▸ **Task details**:
While you copy the lines below, skip the pictures and keep the rest exact.

▸ **Listed records**:
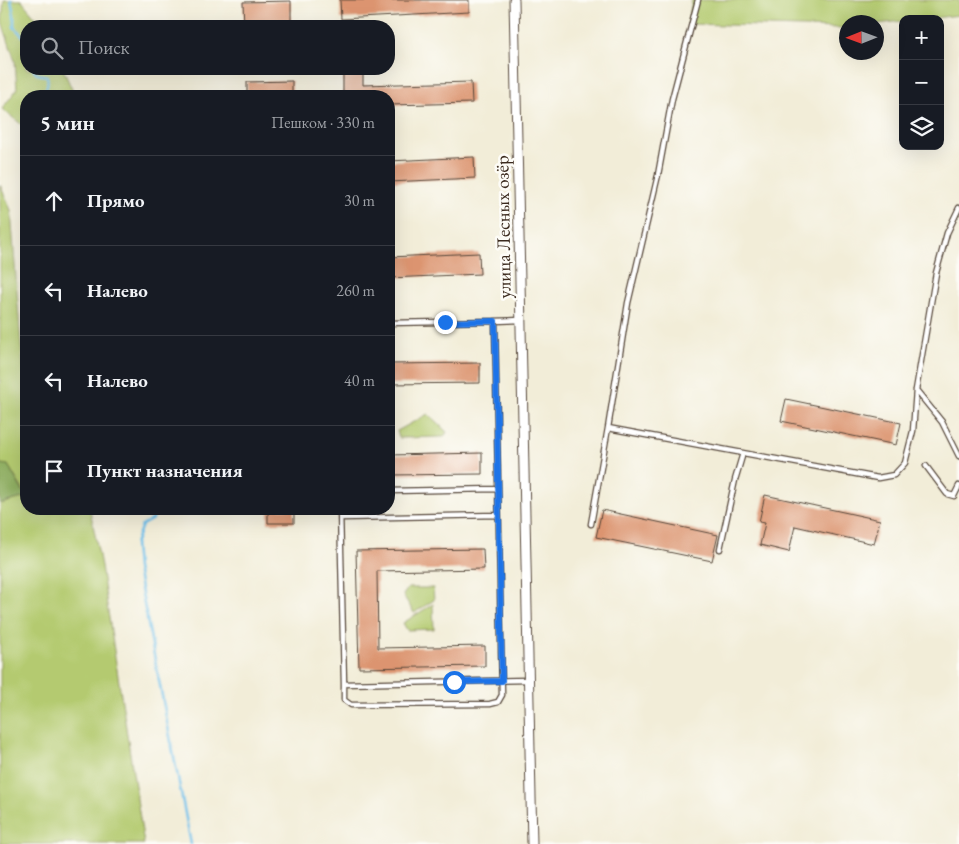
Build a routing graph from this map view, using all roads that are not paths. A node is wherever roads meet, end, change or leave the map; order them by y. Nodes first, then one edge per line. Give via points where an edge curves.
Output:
1 (514, 0) edge
2 (698, 0) edge
3 (959, 208) edge
4 (521, 320) junction
5 (495, 321) junction
6 (395, 323) edge
7 (916, 390) junction
8 (608, 428) junction
9 (743, 453) junction
10 (959, 456) edge
11 (926, 466) dead end
12 (959, 486) edge
13 (498, 489) junction
14 (395, 491) edge
15 (498, 515) junction
16 (340, 518) joint
17 (591, 524) dead end
18 (720, 549) dead end
19 (529, 680) junction
20 (502, 681) junction
21 (344, 684) junction
22 (532, 844) edge

1 - 4 street, улица Лесных озёр
2 - 8 lane via 672,100 628,303
3 - 7 lane via 947,233 936,273
4 - 5 lane
4 - 19 street, улица Лесных озёр
5 - 6 lane
5 - 13 lane
7 - 9 lane via 913,430 905,463 894,475 878,478
7 - 10 lane via 942,422
8 - 9 lane
8 - 17 lane
9 - 18 lane
11 - 12 lane via 947,494 954,496
13 - 14 lane
13 - 15 lane
15 - 16 lane
15 - 20 lane
16 - 21 lane
19 - 20 lane
19 - 22 street, улица Лесных озёр
20 - 21 lane
20 - 21 lane via 500,699 490,704 351,705 344,700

▸ **Worked solution**:
Build a routing graph from this map view, using all roads that are not paths. A node is wherever roads meet, end, change or leave the map; order them by y. Nodes first, then one edge per line. Give via points where an edge curves.
Output:
1 (514, 0) edge
2 (698, 0) edge
3 (959, 208) edge
4 (521, 320) junction
5 (495, 321) junction
6 (395, 323) edge
7 (916, 390) junction
8 (608, 428) junction
9 (743, 453) junction
10 (959, 456) edge
11 (926, 466) dead end
12 (959, 486) edge
13 (498, 489) junction
14 (395, 491) edge
15 (498, 515) junction
16 (340, 518) joint
17 (591, 524) dead end
18 (720, 549) dead end
19 (529, 680) junction
20 (502, 681) junction
21 (344, 684) junction
22 (532, 844) edge

1 - 4 street, улица Лесных озёр
2 - 8 lane via 672,100 628,303
3 - 7 lane via 947,233 936,273
4 - 5 lane
4 - 19 street, улица Лесных озёр
5 - 6 lane
5 - 13 lane
7 - 9 lane via 913,430 905,463 894,475 878,478
7 - 10 lane via 942,422
8 - 9 lane
8 - 17 lane
9 - 18 lane
11 - 12 lane via 947,494 954,496
13 - 14 lane
13 - 15 lane
15 - 16 lane
15 - 20 lane
16 - 21 lane
19 - 20 lane
19 - 22 street, улица Лесных озёр
20 - 21 lane
20 - 21 lane via 500,699 490,704 351,705 344,700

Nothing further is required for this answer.